Putting It All Together
Our image package is intended to be evaluated in a holistic way. No single image can adequately provide all the relevant information needed to truly understand the diamond. But combining the lab grading information with the diagnostic light performance images, as well as getting a glimpse of the personality of the diamond, a very accurate understanding of the quality and beauty of the diamond can be achieved.
Limitations of Static Images
It is also important to understand certain limitations of diamond imaging. First, static images can never adequately convey the dynamic nature of an ideal cut diamond in real life.
Movement of the diamond, the eye of the observer, or the light source creates scintillation and sparkle. In real life at least one of these factors is in motion and therefore creating an ever changing visual impact. The appearance of a diamond is greatly affected by changing lighting conditions and diamonds with the best light handling capabilities will perform at maximum levels under the full spectrum of conditions. The understanding gained from a collective evaluation of different types of static performance images is therefore highly predictive of how beautiful a diamond will be in real life.

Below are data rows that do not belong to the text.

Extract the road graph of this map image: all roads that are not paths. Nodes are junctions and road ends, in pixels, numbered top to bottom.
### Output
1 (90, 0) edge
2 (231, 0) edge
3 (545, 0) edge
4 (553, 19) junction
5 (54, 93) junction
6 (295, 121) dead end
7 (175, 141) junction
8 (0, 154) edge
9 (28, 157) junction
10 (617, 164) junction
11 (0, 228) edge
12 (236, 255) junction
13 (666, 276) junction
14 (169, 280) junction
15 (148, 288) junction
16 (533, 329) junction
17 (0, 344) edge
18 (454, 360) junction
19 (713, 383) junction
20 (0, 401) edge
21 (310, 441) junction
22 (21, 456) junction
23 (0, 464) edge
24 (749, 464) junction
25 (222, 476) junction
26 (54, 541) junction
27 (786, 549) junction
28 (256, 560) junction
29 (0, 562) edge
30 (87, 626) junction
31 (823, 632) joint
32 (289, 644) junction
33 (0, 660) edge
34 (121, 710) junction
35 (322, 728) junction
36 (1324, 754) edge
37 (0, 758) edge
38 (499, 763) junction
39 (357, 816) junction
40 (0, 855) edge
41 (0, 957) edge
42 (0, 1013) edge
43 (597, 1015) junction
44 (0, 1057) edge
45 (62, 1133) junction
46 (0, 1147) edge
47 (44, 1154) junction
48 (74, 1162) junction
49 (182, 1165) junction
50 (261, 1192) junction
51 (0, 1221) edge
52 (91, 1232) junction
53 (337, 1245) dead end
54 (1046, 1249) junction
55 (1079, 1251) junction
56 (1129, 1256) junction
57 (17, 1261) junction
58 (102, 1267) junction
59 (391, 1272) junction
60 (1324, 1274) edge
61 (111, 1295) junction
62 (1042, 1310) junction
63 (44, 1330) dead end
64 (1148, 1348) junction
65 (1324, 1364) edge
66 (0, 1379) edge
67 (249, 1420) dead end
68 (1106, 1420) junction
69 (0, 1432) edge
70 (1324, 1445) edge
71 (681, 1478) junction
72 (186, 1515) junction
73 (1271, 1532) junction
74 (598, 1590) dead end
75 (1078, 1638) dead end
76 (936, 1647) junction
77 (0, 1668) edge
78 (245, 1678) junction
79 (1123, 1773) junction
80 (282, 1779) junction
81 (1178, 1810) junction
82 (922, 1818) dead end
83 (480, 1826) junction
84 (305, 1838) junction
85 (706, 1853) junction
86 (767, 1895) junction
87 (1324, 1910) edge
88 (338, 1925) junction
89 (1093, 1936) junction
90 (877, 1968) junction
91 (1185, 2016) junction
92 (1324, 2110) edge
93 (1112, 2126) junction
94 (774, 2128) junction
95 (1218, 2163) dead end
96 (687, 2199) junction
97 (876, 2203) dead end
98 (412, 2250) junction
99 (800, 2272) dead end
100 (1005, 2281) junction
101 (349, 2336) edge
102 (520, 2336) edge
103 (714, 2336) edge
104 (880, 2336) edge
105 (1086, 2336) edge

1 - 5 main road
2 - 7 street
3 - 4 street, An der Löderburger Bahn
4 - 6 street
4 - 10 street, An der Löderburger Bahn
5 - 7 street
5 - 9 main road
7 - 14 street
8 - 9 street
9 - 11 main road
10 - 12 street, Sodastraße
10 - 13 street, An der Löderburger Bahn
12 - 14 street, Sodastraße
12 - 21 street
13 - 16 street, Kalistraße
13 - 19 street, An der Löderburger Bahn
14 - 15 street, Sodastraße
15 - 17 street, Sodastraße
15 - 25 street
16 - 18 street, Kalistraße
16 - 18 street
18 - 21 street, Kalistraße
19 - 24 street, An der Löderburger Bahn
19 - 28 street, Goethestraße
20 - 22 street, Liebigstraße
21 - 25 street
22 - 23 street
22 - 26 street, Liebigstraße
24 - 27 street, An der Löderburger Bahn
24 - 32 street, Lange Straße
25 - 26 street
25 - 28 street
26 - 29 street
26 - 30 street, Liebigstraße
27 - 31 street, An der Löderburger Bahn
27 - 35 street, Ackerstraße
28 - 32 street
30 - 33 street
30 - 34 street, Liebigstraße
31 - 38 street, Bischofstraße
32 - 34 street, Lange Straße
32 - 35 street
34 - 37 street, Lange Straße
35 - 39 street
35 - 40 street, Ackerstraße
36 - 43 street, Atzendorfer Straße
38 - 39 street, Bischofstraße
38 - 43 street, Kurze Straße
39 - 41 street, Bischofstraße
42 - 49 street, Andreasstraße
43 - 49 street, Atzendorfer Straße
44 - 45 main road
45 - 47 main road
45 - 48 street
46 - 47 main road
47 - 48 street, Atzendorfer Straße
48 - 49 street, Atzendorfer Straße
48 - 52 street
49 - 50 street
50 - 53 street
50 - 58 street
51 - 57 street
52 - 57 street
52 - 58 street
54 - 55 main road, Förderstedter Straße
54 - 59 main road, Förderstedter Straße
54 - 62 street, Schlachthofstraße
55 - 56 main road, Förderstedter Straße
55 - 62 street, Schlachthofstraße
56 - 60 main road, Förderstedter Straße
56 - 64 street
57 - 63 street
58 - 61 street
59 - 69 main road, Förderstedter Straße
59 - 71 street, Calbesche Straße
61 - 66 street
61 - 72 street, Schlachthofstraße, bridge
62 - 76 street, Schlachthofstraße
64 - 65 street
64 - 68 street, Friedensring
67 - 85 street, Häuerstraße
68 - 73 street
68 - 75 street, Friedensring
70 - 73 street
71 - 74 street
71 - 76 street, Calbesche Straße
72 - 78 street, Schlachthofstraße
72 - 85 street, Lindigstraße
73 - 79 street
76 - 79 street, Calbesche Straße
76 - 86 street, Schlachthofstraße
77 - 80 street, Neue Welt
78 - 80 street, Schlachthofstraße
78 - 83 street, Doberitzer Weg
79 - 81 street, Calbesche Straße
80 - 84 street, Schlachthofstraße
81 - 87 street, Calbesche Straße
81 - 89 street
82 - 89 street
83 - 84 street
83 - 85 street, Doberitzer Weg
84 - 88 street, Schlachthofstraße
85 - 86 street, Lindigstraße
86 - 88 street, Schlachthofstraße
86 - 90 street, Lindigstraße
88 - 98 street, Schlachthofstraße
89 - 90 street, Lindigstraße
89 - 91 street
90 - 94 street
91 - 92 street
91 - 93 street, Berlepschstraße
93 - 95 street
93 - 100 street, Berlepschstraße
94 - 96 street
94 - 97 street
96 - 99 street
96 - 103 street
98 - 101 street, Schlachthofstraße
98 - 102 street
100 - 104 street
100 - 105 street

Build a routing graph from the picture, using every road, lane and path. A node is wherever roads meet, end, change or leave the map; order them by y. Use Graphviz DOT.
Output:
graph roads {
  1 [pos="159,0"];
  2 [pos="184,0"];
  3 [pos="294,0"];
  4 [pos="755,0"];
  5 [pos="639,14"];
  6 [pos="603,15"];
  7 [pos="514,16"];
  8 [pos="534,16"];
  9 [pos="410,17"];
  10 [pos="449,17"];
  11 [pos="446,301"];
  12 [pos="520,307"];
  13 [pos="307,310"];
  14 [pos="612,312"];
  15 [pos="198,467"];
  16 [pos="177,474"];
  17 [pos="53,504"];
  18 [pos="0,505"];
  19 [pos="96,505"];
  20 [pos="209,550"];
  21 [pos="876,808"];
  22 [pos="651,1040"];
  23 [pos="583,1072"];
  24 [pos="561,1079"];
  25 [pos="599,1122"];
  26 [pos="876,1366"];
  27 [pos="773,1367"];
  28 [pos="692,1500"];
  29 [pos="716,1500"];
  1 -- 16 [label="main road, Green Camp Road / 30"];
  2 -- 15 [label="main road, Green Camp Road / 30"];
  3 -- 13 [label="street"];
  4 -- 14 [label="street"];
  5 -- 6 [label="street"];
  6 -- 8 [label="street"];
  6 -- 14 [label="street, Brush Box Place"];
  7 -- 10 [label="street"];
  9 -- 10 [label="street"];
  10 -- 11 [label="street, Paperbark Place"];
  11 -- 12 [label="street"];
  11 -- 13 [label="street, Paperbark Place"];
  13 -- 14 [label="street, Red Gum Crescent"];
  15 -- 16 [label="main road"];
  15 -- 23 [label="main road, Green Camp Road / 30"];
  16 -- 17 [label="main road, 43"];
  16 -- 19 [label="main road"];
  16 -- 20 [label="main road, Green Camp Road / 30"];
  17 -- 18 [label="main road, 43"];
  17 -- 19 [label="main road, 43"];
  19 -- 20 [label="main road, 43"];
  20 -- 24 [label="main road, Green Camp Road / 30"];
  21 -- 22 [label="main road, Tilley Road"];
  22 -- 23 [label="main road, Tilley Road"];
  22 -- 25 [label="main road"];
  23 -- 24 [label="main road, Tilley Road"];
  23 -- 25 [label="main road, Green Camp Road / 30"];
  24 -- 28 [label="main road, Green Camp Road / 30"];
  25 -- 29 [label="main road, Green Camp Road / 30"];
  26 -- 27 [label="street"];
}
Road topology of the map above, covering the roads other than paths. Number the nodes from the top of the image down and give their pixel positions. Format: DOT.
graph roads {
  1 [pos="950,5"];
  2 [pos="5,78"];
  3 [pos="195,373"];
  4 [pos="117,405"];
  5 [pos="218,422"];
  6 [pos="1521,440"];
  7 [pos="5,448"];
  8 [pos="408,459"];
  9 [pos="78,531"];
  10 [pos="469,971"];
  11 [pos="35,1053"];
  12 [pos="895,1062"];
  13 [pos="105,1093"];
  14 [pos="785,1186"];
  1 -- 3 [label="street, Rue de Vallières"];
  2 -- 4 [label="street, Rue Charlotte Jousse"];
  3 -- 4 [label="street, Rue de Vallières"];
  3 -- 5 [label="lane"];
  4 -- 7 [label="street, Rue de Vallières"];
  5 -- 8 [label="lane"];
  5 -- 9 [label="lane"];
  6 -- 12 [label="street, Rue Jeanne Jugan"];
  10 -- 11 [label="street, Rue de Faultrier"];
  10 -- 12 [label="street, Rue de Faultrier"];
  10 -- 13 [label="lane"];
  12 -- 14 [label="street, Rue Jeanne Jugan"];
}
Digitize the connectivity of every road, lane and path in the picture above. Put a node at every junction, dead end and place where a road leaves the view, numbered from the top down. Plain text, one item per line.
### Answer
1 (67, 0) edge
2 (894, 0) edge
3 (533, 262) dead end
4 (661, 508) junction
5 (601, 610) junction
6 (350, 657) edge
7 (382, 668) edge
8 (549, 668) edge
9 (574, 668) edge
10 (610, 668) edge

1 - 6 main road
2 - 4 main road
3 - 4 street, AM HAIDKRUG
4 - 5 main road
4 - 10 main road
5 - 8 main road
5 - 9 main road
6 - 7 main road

To keep things in perspective it is also important to understand that very small light performance deficits visible in static images may not be noticeable in real life. Very minor differences are similar to clarity grading differences at the top of the scale. For example, a Flawless diamond and a VVS1 are essentially indistinguishable by the naked eye. While light performance is clearly the most important factor in determining the beauty of a diamond, it is important to evaluate the image package along with other considerations such as diamond size, color, clarity and price.